Tiba di kediaman Daniel yang super duper mewah, pak Toni meminta maaf ke Gendis karena memberhentikan mobil di depan pagar rumah. Dengan alasan, pak Toni ada keperluan mendesak yang aslinya pak Toni dan Daniel sudah bekerja sama, supaya Gendis dan Daniel bisa berbicara sebelum nantinya kedua remaja itu berpisah.
Baru kali ini juga Gendis diberhentikan di depan pagar rumah, yang saat keduanya masuk. Gendis harus diperiksa isi tasnya, meskipun Gendis datang bersama dengan Daniel.
"Sorry, itu prosedurnya kalau jadi tamu di sini dan pasti kena security check point." Daniel menjelaskan, setelah tas Gendis diperiksa dan melewati security yang berjaga di pintu pagar.
"Iya, nggak masalah sih. Cuman, kenapa kalau gue ada di dalam mobil, nggak ikut diperiksa juga?" tanya Gendis, setelah mengambil tasnya yang sudah selesai diperiksa.
"Tetep diperiksa, di pintu masuk menuju basement juga ada detektor dan x-ray nya, karena takutnya di bawah mobil di kasih gps." cicit Daniel menjelaskan lagi.
Gendis menganggukkan kepalanya, serius mendengarkan penuturan Daniel.
Baru aja Gendis selesai memastikan, ada suara yang membuat Gendis langsung terperanjat dan tiba-tiba mematung.
Suara itu nggak lain suara saling sahut-sahutan, dua ekor anjing penjaga berjenis Doberman.
Melihat Gendis panik, Daniel dengan segera mengulurkan tangannya ke arah Gendis.
"Nggak bisa, lutut gue lemes banget Niel." diucapkan Gendis dengan suara bergetar, sambil membungkuk menolak ajakan Daniel.

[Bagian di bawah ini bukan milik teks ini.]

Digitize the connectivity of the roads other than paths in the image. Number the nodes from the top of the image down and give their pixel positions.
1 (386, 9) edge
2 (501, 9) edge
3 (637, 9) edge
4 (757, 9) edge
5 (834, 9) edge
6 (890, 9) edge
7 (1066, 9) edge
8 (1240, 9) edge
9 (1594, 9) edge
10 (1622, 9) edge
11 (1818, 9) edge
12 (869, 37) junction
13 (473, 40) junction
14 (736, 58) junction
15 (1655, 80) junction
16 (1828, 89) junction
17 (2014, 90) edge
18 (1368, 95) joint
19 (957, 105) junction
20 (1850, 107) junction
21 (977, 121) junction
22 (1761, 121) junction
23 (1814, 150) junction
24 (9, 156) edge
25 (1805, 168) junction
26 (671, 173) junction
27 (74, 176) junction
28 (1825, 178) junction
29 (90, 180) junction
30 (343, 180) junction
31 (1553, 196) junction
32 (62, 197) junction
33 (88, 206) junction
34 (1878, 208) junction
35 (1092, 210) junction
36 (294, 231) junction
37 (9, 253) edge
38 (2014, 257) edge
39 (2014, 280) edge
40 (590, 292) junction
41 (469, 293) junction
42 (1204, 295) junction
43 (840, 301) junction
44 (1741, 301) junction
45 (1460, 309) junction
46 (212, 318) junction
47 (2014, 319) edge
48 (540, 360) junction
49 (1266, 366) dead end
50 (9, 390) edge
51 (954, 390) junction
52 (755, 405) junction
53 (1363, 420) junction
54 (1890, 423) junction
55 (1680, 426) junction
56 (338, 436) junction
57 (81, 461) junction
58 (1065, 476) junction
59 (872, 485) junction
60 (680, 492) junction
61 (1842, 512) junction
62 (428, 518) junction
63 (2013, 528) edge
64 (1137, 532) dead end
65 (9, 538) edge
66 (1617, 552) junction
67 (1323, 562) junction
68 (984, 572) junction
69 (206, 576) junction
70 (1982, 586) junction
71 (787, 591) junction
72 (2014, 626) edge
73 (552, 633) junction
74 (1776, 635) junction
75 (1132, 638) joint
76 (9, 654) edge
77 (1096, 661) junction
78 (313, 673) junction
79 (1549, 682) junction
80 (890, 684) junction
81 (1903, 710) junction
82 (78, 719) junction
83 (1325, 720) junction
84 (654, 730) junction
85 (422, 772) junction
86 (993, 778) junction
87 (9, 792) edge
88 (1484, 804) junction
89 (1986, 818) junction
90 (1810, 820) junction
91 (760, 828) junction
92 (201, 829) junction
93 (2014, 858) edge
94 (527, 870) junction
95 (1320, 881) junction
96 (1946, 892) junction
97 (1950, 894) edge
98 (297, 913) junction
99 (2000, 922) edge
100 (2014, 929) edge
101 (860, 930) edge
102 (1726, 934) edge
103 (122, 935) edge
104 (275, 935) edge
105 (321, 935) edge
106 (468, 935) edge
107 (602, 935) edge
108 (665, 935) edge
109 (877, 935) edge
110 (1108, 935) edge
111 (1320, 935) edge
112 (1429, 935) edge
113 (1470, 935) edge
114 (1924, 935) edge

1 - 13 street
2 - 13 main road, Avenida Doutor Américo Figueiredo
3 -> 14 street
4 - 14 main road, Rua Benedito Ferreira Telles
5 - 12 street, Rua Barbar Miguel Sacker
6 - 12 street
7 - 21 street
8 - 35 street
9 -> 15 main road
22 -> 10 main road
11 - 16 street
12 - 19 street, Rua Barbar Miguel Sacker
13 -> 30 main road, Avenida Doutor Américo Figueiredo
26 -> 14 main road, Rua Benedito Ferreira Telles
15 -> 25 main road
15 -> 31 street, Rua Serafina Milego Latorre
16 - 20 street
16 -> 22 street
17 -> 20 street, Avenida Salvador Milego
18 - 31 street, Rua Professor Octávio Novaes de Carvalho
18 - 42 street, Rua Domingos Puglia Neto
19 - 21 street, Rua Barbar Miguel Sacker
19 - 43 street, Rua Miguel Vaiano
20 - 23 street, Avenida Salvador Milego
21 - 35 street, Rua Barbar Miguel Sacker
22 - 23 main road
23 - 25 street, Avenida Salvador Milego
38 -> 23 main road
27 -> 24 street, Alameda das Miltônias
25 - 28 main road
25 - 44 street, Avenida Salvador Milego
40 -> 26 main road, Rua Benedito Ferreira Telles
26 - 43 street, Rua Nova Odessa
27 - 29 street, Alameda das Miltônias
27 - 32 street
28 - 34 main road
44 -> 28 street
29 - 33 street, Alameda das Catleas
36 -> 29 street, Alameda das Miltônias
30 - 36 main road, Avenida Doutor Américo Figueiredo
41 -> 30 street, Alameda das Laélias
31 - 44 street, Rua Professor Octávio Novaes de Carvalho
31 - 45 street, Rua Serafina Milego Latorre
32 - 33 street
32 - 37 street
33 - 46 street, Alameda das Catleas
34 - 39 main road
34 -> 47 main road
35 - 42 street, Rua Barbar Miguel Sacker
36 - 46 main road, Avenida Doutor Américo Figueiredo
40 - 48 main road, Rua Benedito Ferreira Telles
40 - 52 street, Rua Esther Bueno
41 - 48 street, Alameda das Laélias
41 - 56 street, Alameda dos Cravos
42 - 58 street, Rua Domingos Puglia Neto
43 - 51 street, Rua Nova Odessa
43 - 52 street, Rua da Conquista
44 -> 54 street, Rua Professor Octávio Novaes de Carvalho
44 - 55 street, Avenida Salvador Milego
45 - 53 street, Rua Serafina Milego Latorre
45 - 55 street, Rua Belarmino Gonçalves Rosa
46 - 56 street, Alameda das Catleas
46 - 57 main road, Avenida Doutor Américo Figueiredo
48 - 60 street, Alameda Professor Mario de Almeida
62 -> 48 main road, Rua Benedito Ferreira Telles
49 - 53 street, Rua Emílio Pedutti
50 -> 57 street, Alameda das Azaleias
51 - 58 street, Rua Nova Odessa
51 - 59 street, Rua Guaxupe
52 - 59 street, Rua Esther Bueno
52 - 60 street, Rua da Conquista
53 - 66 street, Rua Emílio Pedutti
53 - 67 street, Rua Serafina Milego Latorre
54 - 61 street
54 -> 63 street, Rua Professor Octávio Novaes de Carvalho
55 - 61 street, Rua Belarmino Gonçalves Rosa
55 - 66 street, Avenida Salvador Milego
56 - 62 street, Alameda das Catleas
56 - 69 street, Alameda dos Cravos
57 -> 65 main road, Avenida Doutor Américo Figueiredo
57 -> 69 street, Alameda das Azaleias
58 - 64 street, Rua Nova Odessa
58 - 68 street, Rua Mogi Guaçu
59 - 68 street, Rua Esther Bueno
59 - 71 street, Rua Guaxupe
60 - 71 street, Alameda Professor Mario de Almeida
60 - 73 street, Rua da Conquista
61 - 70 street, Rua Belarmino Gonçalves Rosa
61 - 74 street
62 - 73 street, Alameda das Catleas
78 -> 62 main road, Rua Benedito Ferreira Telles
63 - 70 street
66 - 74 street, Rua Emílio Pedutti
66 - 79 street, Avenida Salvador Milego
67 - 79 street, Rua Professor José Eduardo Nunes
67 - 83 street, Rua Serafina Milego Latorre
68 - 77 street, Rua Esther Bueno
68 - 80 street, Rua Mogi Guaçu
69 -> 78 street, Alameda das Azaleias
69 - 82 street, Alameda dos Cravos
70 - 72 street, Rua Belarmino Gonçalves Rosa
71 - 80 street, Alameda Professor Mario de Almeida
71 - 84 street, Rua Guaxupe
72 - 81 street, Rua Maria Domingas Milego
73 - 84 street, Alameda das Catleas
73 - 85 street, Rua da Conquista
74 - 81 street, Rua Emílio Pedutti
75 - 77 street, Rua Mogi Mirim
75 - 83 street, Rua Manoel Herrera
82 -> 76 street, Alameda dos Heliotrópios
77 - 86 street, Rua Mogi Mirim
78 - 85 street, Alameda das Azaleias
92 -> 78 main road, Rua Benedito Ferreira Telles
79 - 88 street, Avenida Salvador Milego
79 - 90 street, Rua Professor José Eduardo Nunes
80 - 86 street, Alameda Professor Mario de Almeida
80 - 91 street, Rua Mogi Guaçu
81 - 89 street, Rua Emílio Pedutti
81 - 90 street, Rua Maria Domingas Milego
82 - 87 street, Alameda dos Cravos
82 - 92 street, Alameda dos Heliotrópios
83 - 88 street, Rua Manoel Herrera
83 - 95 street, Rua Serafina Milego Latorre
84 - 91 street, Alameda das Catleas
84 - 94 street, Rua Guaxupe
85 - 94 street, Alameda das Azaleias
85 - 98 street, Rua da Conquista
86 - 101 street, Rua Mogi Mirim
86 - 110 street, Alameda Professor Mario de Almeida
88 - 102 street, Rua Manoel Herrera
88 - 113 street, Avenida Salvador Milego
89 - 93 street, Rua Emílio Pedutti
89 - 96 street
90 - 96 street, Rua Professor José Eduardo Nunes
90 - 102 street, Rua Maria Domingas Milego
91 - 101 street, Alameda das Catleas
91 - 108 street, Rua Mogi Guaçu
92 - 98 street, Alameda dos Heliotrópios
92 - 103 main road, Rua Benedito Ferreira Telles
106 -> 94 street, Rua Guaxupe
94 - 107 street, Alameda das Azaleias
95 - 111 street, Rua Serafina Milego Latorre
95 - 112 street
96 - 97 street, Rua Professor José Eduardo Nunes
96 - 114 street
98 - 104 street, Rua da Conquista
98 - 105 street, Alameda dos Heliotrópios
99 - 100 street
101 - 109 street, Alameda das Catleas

"Ada gue, dua anjing itu nggak akan nyerang lo." sambil Daniel terus mengulurkan tangannya, agar Gendis memegangnya.
Daniel juga memerintahkan dua security yang membawa Doberman tadi, untuk segera membawa kedua peliharaannya supaya Gendis nggak merasa ketakutan.
Setelah kedua anjing itu pergi, Gendis baru mau meraih tangan Daniel.
Sementara Daniel, yang tadi menawarkan menggandeng Gendis masuk. Kini sedang merasakan, detak jantungnya yang nggak karuan saat kontak fisik dengan Gendis.
Supaya nggak kentara kalau Daniel merasa canggung, karena deg-deg–an. Daniel pun mengkonfirmasikan ke Gendis, mengenai ketakutan Gendis ke anjing penjaganya tadi. "Lo takut banget sama anjing?"
Gendis jelas nggak bisa mengeluarkan suaranya, karena masih dalam mode panik, tapi Gendis tetap menjawabnya dengan anggukan kepala.
"Anjing tadi hanya bertugas, dua anjing itu diminta keluar untuk nyium bau lo. Supaya nanti kalau ke sini lagi, mereka udah hafal."
Gendis tetap mendengarkan, tapi fokusnya juga terbagi karena takut kalau tiba-tiba ada anjing penjaga lainnya, yang disiapkan di ruangan lain, karena saat ini keduanya masih berada di ruang security check point.
Melihat Gendis masih panik banget, dan wajahnya juga pucat. Daniel meminta Gendis menunggu sebentar, lalu mau memangil seorang pegawai di kediamannya.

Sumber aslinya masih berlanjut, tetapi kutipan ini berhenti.